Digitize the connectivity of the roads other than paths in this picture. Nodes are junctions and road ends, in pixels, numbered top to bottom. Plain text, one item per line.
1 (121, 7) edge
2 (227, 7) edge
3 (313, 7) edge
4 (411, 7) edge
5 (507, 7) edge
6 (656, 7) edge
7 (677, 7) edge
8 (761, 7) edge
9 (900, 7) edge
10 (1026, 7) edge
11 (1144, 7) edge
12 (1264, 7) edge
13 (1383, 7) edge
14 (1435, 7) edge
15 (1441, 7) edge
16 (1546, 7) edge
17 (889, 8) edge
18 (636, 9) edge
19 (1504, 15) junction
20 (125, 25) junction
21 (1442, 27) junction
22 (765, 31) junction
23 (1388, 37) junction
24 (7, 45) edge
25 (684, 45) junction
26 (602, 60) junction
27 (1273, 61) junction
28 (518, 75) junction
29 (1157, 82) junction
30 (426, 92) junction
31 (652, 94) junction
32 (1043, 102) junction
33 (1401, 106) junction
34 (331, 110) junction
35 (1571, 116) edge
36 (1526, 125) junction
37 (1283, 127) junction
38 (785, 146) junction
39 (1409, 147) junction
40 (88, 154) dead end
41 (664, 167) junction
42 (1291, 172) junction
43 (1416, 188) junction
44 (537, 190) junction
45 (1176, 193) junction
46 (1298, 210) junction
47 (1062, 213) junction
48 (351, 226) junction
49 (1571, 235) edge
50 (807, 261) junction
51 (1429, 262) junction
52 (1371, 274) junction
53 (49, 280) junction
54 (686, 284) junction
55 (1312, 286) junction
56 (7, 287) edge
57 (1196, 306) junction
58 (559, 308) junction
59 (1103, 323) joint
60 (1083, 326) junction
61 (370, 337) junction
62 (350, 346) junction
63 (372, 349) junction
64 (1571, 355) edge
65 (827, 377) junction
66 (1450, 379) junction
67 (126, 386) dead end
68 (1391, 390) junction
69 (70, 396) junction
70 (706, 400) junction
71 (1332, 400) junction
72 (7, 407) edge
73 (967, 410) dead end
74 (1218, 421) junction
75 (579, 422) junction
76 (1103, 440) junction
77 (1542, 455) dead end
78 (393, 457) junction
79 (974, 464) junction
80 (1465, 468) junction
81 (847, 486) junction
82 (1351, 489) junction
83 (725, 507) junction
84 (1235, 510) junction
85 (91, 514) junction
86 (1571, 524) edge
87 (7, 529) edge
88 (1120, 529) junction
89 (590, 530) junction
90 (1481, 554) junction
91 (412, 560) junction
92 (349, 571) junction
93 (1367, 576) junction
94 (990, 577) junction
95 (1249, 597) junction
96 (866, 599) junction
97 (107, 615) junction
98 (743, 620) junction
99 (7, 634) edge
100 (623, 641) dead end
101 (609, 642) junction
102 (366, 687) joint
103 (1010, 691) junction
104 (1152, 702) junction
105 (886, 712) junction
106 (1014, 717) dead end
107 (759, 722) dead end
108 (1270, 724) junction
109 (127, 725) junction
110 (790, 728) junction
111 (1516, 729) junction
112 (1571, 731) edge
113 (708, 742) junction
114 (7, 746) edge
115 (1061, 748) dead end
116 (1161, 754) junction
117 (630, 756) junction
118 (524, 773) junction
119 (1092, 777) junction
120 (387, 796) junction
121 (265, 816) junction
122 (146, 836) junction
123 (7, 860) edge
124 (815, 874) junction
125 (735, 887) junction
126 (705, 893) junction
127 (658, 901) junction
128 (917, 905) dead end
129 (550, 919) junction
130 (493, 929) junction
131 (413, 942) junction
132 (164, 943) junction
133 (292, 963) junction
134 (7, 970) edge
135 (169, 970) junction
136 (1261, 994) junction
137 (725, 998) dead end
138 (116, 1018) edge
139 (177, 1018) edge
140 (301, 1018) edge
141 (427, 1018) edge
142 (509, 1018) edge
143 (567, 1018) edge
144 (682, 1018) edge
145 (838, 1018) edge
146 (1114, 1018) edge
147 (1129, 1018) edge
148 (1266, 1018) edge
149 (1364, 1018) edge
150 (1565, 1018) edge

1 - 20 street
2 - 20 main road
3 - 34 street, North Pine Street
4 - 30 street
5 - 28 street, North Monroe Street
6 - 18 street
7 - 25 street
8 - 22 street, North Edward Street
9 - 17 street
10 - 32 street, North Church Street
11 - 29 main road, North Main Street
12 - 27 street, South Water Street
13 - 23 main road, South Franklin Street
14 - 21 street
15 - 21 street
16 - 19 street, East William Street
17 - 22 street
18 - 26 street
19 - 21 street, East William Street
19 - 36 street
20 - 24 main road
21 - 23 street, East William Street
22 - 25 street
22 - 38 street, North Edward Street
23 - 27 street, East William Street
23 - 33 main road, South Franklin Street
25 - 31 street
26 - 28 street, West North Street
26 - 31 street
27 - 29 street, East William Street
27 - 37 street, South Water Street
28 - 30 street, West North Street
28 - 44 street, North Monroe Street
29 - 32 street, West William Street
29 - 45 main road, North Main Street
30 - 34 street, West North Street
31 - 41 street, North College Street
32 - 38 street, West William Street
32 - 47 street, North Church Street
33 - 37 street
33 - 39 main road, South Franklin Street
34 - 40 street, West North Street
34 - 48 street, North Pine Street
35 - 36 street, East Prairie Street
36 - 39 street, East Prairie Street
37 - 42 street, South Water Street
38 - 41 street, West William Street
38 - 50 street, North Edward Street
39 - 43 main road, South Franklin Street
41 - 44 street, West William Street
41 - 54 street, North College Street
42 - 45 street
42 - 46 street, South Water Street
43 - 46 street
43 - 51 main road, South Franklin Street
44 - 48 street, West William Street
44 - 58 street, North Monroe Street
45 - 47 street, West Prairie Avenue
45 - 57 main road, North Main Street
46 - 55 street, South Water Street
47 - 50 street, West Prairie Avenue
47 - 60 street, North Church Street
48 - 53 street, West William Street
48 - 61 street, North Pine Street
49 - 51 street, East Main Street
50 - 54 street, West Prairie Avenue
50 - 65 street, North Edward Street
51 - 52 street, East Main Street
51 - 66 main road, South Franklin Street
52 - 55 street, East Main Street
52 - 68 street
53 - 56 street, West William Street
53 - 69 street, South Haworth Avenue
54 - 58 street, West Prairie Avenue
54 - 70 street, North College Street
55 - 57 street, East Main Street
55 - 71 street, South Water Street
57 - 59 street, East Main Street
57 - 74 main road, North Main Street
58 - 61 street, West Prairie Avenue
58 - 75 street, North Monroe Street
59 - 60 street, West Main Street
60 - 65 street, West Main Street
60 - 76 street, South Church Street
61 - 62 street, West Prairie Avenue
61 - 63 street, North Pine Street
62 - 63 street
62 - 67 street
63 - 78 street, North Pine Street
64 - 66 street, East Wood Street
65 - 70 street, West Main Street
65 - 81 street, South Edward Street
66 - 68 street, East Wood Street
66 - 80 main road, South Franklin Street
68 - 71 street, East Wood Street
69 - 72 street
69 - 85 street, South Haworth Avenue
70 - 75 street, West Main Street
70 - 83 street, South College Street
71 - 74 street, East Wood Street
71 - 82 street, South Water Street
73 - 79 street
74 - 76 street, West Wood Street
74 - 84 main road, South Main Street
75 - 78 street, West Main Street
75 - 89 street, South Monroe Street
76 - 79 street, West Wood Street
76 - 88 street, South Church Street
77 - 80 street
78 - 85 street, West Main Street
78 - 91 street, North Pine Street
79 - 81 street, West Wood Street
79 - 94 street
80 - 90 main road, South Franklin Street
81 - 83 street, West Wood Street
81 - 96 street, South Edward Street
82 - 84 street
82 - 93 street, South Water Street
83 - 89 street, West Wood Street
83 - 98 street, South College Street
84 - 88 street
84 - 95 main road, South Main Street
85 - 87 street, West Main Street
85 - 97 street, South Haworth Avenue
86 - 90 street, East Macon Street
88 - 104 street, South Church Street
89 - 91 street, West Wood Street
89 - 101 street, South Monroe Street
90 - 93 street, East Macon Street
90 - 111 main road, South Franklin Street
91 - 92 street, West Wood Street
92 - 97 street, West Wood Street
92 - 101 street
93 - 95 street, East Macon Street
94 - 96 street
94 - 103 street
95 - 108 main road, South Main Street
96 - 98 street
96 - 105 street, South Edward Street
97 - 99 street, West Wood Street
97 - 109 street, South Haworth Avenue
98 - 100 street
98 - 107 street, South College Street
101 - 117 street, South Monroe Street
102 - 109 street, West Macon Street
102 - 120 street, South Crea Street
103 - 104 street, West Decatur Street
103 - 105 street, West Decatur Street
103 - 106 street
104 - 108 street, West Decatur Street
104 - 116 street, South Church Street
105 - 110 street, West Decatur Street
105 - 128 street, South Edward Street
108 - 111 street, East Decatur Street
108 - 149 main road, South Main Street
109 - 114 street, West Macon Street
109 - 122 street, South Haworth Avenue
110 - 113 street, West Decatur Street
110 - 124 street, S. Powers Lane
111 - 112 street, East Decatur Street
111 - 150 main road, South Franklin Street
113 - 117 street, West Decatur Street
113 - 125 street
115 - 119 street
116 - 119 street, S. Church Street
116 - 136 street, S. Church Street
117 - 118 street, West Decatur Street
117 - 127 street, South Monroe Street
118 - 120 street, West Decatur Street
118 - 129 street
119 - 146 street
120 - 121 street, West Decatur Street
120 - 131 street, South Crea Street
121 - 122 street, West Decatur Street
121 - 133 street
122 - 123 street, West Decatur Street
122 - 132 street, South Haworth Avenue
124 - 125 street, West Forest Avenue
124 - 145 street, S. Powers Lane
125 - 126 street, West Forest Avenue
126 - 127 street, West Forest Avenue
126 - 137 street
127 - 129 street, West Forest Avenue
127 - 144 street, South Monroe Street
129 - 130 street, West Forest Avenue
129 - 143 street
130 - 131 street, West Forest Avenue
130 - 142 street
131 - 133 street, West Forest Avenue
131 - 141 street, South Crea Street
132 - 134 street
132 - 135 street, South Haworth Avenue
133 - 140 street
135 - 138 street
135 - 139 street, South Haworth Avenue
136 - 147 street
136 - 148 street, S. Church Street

-=-=-

Search the data above for the string "Powers". Report every line where it is found.

110 - 124 street, S. Powers Lane
124 - 145 street, S. Powers Lane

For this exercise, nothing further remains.